(Exercise description):
Go through the lines below and copy each one that holds the string "roads".

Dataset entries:
*** Begin section ***

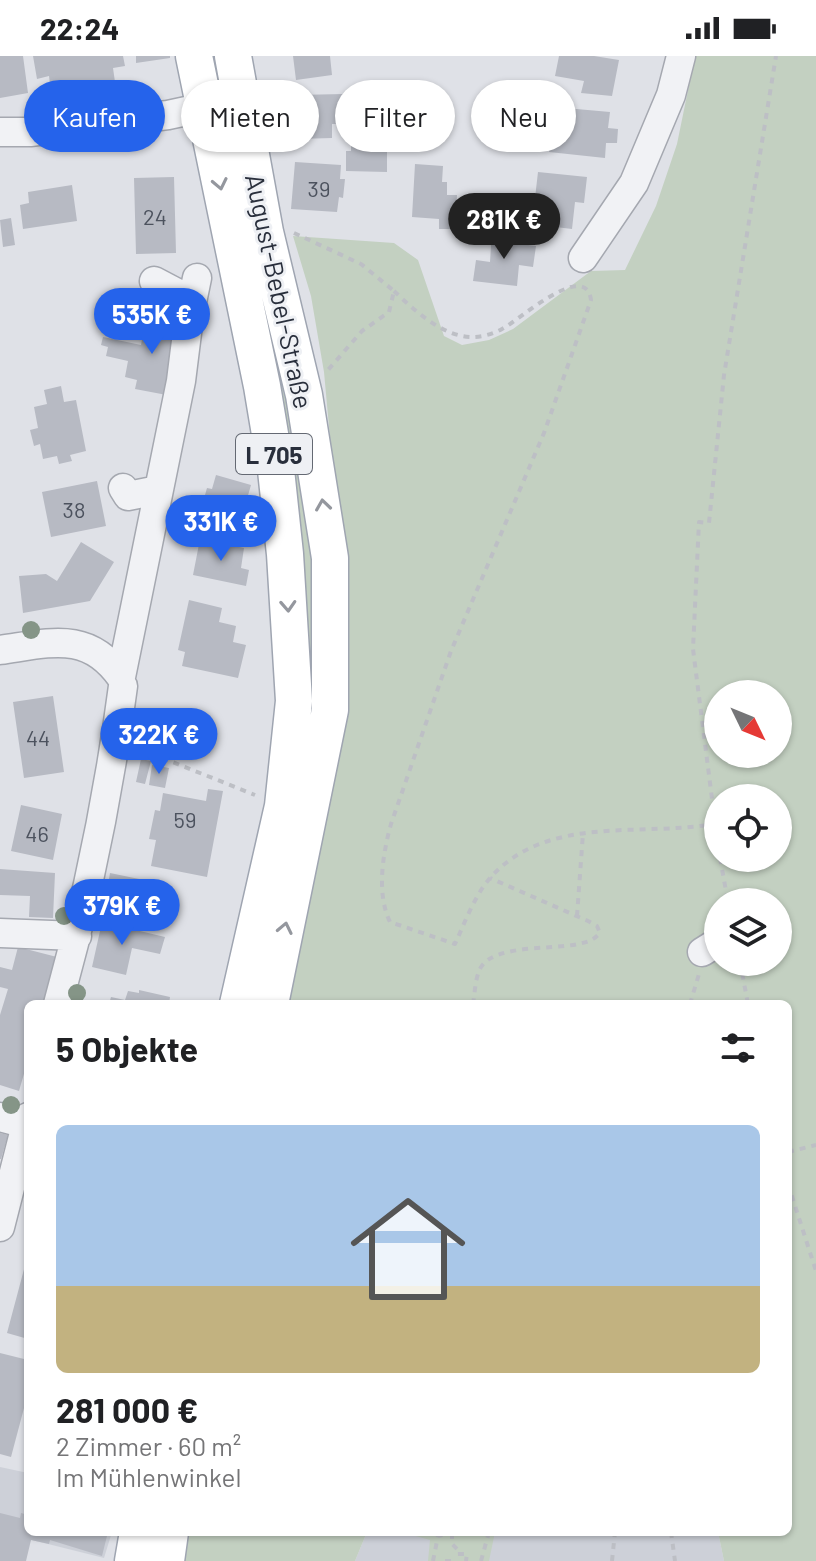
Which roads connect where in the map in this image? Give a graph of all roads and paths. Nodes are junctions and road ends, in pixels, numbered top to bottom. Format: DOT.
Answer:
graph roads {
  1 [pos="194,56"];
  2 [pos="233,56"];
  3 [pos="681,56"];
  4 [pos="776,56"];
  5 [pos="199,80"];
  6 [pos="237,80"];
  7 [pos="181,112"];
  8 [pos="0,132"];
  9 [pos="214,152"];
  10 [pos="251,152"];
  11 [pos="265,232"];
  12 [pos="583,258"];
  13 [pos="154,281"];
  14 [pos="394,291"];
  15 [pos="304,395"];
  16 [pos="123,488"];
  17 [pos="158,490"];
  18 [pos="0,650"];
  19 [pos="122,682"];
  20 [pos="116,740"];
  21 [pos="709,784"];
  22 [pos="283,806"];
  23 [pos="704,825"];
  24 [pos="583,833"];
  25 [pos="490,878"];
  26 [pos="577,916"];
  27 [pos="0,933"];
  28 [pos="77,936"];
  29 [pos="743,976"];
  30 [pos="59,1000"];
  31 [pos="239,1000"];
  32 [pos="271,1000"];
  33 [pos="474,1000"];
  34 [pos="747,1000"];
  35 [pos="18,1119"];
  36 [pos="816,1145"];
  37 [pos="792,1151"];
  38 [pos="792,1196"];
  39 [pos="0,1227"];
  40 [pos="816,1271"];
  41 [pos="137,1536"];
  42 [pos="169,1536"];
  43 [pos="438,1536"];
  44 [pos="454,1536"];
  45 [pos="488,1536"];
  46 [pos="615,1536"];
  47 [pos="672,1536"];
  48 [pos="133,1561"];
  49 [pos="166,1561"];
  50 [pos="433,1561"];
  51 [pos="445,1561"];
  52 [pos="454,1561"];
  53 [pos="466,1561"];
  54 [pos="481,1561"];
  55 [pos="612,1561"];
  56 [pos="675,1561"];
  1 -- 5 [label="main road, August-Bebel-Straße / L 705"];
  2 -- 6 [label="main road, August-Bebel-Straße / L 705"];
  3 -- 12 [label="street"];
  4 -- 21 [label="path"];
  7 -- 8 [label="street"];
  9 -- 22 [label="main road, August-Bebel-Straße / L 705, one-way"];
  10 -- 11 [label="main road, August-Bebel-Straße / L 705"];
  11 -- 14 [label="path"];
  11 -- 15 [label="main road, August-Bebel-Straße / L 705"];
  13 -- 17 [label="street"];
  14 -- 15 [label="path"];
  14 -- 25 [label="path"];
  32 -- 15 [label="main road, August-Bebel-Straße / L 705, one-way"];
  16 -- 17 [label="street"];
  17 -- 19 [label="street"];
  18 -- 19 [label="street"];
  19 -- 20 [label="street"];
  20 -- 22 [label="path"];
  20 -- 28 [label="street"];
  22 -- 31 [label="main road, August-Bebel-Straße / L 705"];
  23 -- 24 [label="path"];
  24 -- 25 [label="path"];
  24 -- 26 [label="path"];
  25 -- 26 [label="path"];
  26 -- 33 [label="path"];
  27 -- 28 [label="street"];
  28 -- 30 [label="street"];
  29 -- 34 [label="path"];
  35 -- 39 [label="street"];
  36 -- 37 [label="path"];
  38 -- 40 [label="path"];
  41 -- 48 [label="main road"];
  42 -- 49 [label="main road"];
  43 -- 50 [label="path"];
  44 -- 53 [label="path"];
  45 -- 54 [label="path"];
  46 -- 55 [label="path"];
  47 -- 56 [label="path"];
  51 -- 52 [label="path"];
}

*** End section ***

(Written solution):
Which roads connect where in the map in this image? Give a graph of all roads and paths. Nodes are junctions and road ends, in pixels, numbered top to bottom. Format: DOT.
graph roads {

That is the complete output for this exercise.